**What the task asks**
Return the lines below that contain "center".

**Stored records**
········
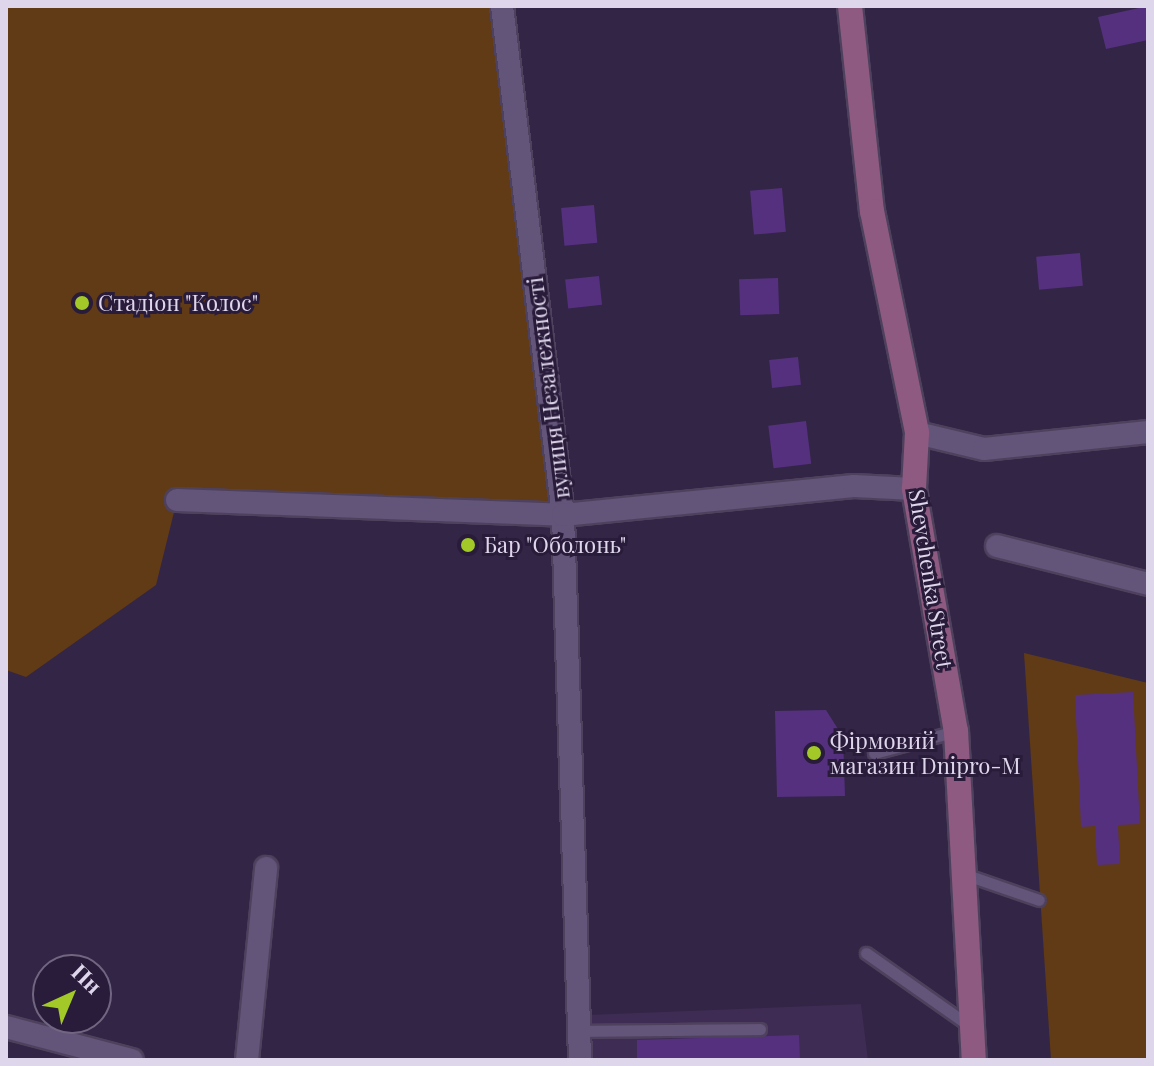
<!DOCTYPE html>
<html>
<head>
<meta charset="utf-8">
<style>
	body { margin:0 }
	#map { position:relative; width:1154px; height:1066px; overflow:hidden; background:#332545; font-family:"Playfair Display",serif }
	div>[style] { position:absolute }
	.built>* { inset:0; background:#3e2c54 }
	.green>* { inset:0; background:#613b15 }
	.building>* { inset:0; background:#55307e; transform-origin:0 0 }
	.roads { filter:drop-shadow(2px 0 #4e415d) drop-shadow(-2px 0 #4e415d) drop-shadow(0 2px #4e415d) drop-shadow(0 -2px #4e415d) }
	.lane>* { height:11px; margin:-5.5px; padding:0 5.5px; transform-origin:5.5px; border-radius:5.5px; background:#635479 }
	.street>* { height:22px; margin:-11px; padding:0 11px; transform-origin:11px; border-radius:11px; background:#635479 }
	.secondary>* { height:24px; margin:-12px; padding:0 12px; transform-origin:12px; border-radius:12px; background:#8e5a81 }
	.dots>* { width:22px; height:22px; translate:-50% -50%; box-sizing:border-box; border:4px solid #291b3a; border-radius:50% }
	span { translate:-50% -50%; white-space:nowrap; text-align:center; line-height:1.15; -webkit-text-stroke:6px #291b3a; paint-order:stroke }
	.poi-label { font-size:22px; color:#ded6eb }
	.left { translate:0 -50%; text-align:left }
	.street-label { font-size:22px; color:#ded6eb }
	.frame { position:absolute; inset:0; border:8px solid #ded6eb; pointer-events:none }
	.north { position:absolute; left:32px; top:954px; width:80px; height:80px; box-sizing:border-box; background:#291b3a; border:2px solid #716681; border-radius:50%; rotate:44deg; font-size:22px; font-weight:700; line-height:32px; text-align:center; color:#ded6eb }
	.north::after { content:''; display:block; margin:auto; width:28px; height:36px; background:#a2c927; clip-path:polygon(50% 0,100% 100%,50% 72%,0 100%) }
</style>
</head>
<body>
<div id="map">
	<div class="built">
		<div style="clip-path:polygon(861px 1004px,868px 1060px,589px 1060px,587px 1015px)"></div>
	</div>
	<div class="green">
		<div style="clip-path:polygon(6px 6px,502px 6px,563px 515px,177px 500px,156px 585px,26px 677px,6px 670px)"></div>
		<div style="clip-path:polygon(1024px 653px,1148px 683px,1148px 1060px,1051px 1060px)"></div>
	</div>
	<div class="building">
		<div style="clip-path:polygon(1148px 6px,1148px 40px,1106px 49px,1098px 17px)"></div>
		<div style="left:782px;top:188px;width:44px;height:32px;rotate:85deg"></div>
		<div style="left:594px;top:205px;width:38px;height:33px;rotate:85deg"></div>
		<div style="left:1080px;top:253px;width:33px;height:44px;rotate:85deg"></div>
		<div style="left:599px;top:276px;width:29px;height:34px;rotate:84deg"></div>
		<div style="left:778px;top:278px;width:36px;height:39px;rotate:88deg"></div>
		<div style="left:798px;top:357px;width:28px;height:29px;rotate:84deg"></div>
		<div style="left:806px;top:421px;width:43px;height:38px;rotate:83deg"></div>
		<div style="clip-path:polygon(1133px 692px,1140px 824px,1118px 825px,1120px 864px,1097px 865px,1095px 826px,1081px 827px,1075px 695px)"></div>
		<div style="clip-path:polygon(826px 710px,843px 737px,845px 796px,777px 797px,775px 711px)"></div>
		<div style="clip-path:polygon(799px 1035px,800px 1060px,637px 1060px,637px 1040px)"></div>
	</div>
	<div class="roads">
		<div class="lane">
			<div style="left:874px;top:753px;width:85px;rotate:-15deg"></div>
			<div style="left:964px;top:874px;width:79px;rotate:19.1deg"></div>
			<div style="left:866px;top:953px;width:127px;rotate:35.1deg"></div>
			<div style="left:579px;top:1031px;width:181px;rotate:-0.6deg"></div>
		</div>
		<div class="street">
			<div style="left:502px;top:6px;width:513px;rotate:83.17deg"></div>
			<div style="left:563px;top:515px;width:545px;rotate:88.21deg"></div>
			<div style="left:917px;top:433px;width:69px;rotate:13.4deg"></div>
			<div style="left:984px;top:449px;width:165px;rotate:-5.9deg"></div>
			<div style="left:177px;top:500px;width:386px;rotate:2.2deg"></div>
			<div style="left:563px;top:515px;width:292px;rotate:-5.7deg"></div>
			<div style="left:854px;top:486px;width:60px;rotate:2.9deg"></div>
			<div style="left:997px;top:546px;width:156px;rotate:14.1deg"></div>
			<div style="left:6px;top:1027px;width:130px;rotate:14.7deg"></div>
			<div style="left:247px;top:1060px;width:193px;rotate:-84.3deg"></div>
		</div>
		<div class="secondary">
			<div style="left:850px;top:6px;width:206px;rotate:83.9deg"></div>
			<div style="left:872px;top:211px;width:227px;rotate:78.5deg"></div>
			<div style="left:917px;top:433px;width:56px;rotate:93.1deg"></div>
			<div style="left:914px;top:489px;width:246px;rotate:80.2deg"></div>
			<div style="left:956px;top:731px;width:329px;rotate:86.9deg"></div>
		</div>
	</div>
	<div class="dots">
		<div style="left:82px;top:303px;background:#a2c927"></div>
		<div style="left:468px;top:545px;background:#a2c927"></div>
		<div style="left:814px;top:753px;background:#a2c927"></div>
	</div>
	<div class="poi-label">
		<span class="left" style="left:98px;top:303px">Стадіон "Колос"</span>
		<span class="left" style="left:484px;top:545px">Бар "Оболонь"</span>
		<span class="left" style="left:830px;top:753px">Фірмовий<br>магазин Dnipro-M</span>
	</div>
	<div class="street-label">
		<span style="left:548px;top:388px;rotate:-97deg">вулиця Незалежності</span>
		<span style="left:931px;top:579px;rotate:81deg">Shevchenka Street</span>
	</div>
	<div class="frame"></div>
	<div class="north">Пн</div>
</div>
</body>
</html>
········
**Response below**
	span { translate:-50% -50%; white-space:nowrap; text-align:center; line-height:1.15; -webkit-text-stroke:6px #291b3a; paint-order:stroke }
	.north { position:absolute; left:32px; top:954px; width:80px; height:80px; box-sizing:border-box; background:#291b3a; border:2px solid #716681; border-radius:50%; rotate:44deg; font-size:22px; font-weight:700; line-height:32px; text-align:center; color:#ded6eb }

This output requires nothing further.